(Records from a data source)
• • •

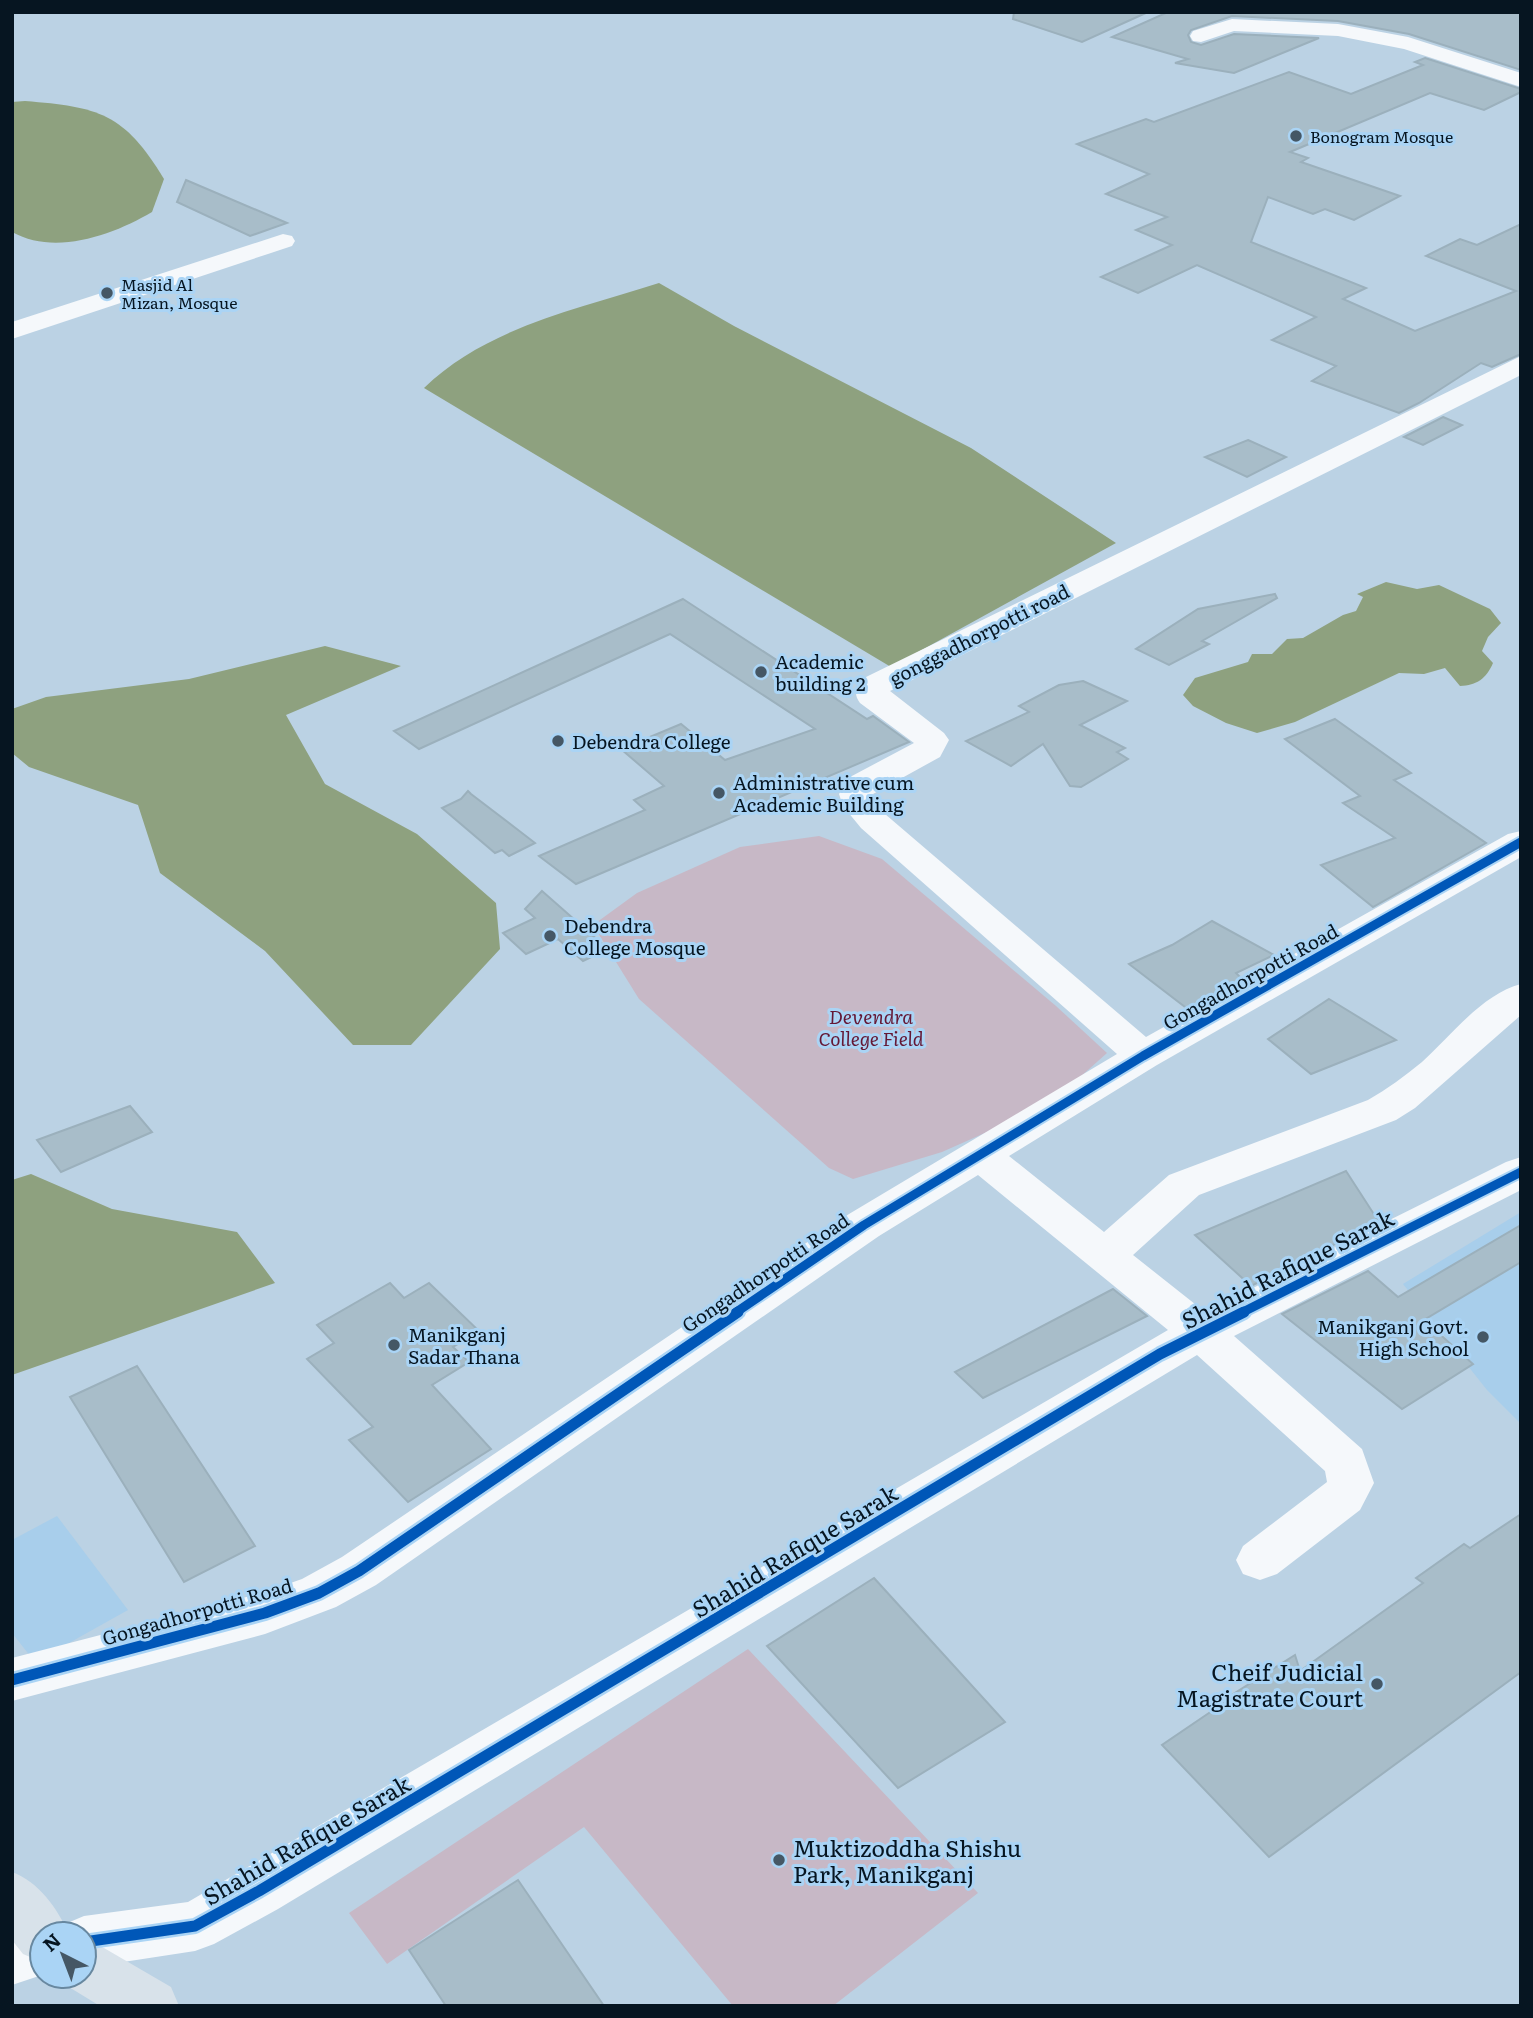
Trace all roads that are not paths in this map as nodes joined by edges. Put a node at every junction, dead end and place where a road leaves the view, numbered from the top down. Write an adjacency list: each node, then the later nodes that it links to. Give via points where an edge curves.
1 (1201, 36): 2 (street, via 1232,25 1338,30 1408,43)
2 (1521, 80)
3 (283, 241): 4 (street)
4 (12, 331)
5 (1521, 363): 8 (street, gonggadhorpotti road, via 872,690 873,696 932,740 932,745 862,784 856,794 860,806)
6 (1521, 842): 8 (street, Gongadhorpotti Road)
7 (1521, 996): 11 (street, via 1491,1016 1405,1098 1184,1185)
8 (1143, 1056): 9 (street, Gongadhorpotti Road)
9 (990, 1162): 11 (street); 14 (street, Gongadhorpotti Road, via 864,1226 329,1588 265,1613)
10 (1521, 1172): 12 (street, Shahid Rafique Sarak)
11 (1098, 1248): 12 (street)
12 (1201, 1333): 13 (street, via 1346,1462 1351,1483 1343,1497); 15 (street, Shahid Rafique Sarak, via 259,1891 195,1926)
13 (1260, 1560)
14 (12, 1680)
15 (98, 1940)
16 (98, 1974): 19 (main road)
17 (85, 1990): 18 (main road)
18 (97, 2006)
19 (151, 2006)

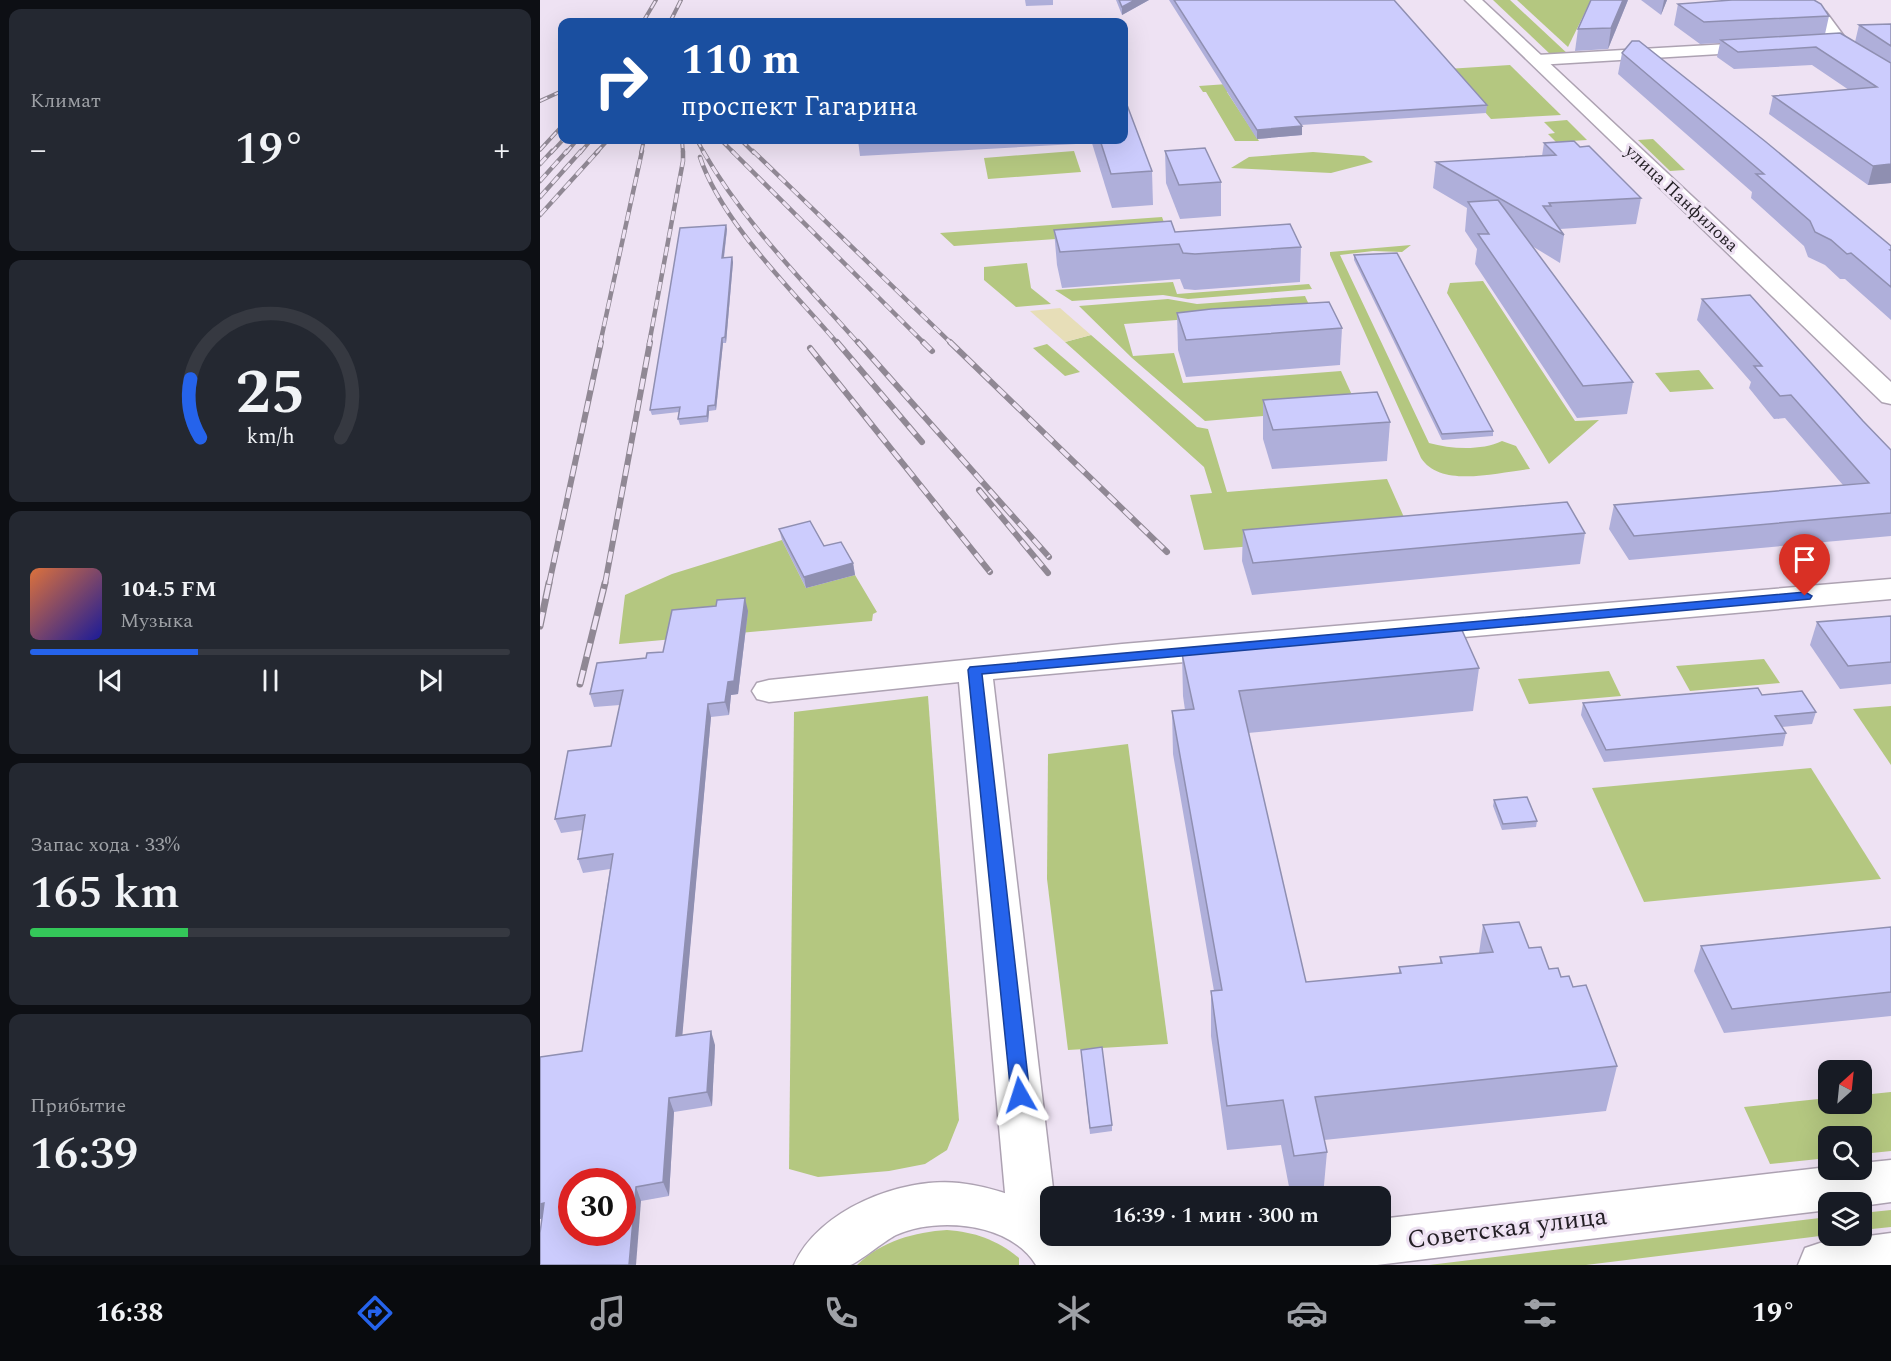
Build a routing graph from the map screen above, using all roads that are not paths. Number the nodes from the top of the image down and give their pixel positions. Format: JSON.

• • •

Problem to work on:
I'd like the data above duplicated exactly, with no pictures included.

Output:
Trace all roads that are not paths in this map as nodes joined by edges. Put a node at every junction, dead end and place where a road leaves the view, numbered from the top down. Write an adjacency list: each node, then the later nodes that it links to. Give via points where an edge curves.
1 (1201, 36): 2 (street, via 1232,25 1338,30 1408,43)
2 (1521, 80)
3 (283, 241): 4 (street)
4 (12, 331)
5 (1521, 363): 8 (street, gonggadhorpotti road, via 872,690 873,696 932,740 932,745 862,784 856,794 860,806)
6 (1521, 842): 8 (street, Gongadhorpotti Road)
7 (1521, 996): 11 (street, via 1491,1016 1405,1098 1184,1185)
8 (1143, 1056): 9 (street, Gongadhorpotti Road)
9 (990, 1162): 11 (street); 14 (street, Gongadhorpotti Road, via 864,1226 329,1588 265,1613)
10 (1521, 1172): 12 (street, Shahid Rafique Sarak)
11 (1098, 1248): 12 (street)
12 (1201, 1333): 13 (street, via 1346,1462 1351,1483 1343,1497); 15 (street, Shahid Rafique Sarak, via 259,1891 195,1926)
13 (1260, 1560)
14 (12, 1680)
15 (98, 1940)
16 (98, 1974): 19 (main road)
17 (85, 1990): 18 (main road)
18 (97, 2006)
19 (151, 2006)

Build a routing graph from the map screen above, using all roads that are not paths. Number the nodes from the top of the image down and give their pixel positions. Format: JSON.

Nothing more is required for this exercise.